The Public Vessels Act of March 3, 1925, 43 Stat. 1112, 46 U.S.C.A. §§ 781-790, permitted libels in personam to be brought against the United States for damages caused by public vessels of the United States.
The Tennessee Valley Authority Act of May 18, 1933, 48 Stat. 58, 16 U.S.C.A. §§ 831-831dd, created the Tennessee Valley Authority, a corporate body, and granted it the power to sue and be sued.
The Federal Tort Claims Act of August 2, 1946, 60 Stat. 842, 28 U.S.C.A. §§ 1346, 2671-2680, subjected the United States to suits for damages caused by the negligence of its employees while acting in the scope of their employment.
Other statutes which merely granted certain federal corporations the power to sue and be sued are not included in this listing inasmuch as no pertinent cases concerning them have been found.
In O'Neal v. United States, D.C.E.D. N.Y.1925, 11 F.2d 869, the court appears to express the opinion that the Federal Employees Compensation Act is the exclusive remedy of federal employees. However, that case cannot be accepted as a holding to that effect inasmuch as the claimant was a coastguardsman, not entitled to compensation under the Act.
In at least two cases, seamen injured while employed aboard United States' vessels were permitted to sue under the Public Vessels Act without discussion of the effect of the FECA. United States v. Loyola, 9 Cir., 1947, D.C., 161 F.2d 126; Krey v. United States, 2 Cir., 1941, 123 F.2d 1008.
Employees of the Fleet Corporation were employees of the United States entitled to the benefits of the Federal Employees Compensation Act. Seamen aboard Fleet Corporation vessels were considered to be employees of the United States, even though the vessel was operated by a private agent, if the agency contract was the so-called MO 4 form of agreement. See 34 Op.Atty.Gen. 120 (1924) and 363 (1925). The cases cited above do not always make clear by whom or under what type of agreement the vessel involved was operated. But, the claimants in all of the cases appear to have been treated as employees of the United States; certainly this is true of those cases where the claimant established rights against the United States under the Jones Act, 41 Stat. 1007, 46 U.S.C.A. § 688.
Compare Wootton v.

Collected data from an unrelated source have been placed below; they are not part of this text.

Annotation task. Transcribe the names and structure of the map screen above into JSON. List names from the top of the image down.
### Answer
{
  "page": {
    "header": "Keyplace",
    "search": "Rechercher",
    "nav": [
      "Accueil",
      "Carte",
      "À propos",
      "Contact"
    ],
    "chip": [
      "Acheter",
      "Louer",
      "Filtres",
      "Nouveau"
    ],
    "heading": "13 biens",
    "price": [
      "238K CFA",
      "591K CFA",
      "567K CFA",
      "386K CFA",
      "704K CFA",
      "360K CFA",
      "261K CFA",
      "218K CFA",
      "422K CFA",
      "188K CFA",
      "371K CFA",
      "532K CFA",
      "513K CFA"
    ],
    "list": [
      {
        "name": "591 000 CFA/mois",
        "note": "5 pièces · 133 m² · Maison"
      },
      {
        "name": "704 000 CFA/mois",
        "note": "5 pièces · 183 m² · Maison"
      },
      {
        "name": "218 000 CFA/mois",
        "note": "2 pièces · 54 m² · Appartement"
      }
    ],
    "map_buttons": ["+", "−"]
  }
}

United States (The Culberson), 3 Cir., 1932, 61 F.2d 194, 195 where the mother of a coast-guardsman was permitted to sue the United States under the Suits in Admiralty Act, without discussion of the effect of any possible compensation under the veterans' pension laws.
* No opinion for publication.
See also the dicta in Brady v. Roosevelt S. S. Co., 1943, 317 U.S. 575, 581, 63 S.Ct. 425, 87 L.Ed. 471, and Brooks v. United States, 1949, 337 U.S. 49, 53, 69 S.Ct. 918, 93 L.Ed. 1200. Compare White v. United States, D.C.N.J.1948, 77 F.Supp. 316.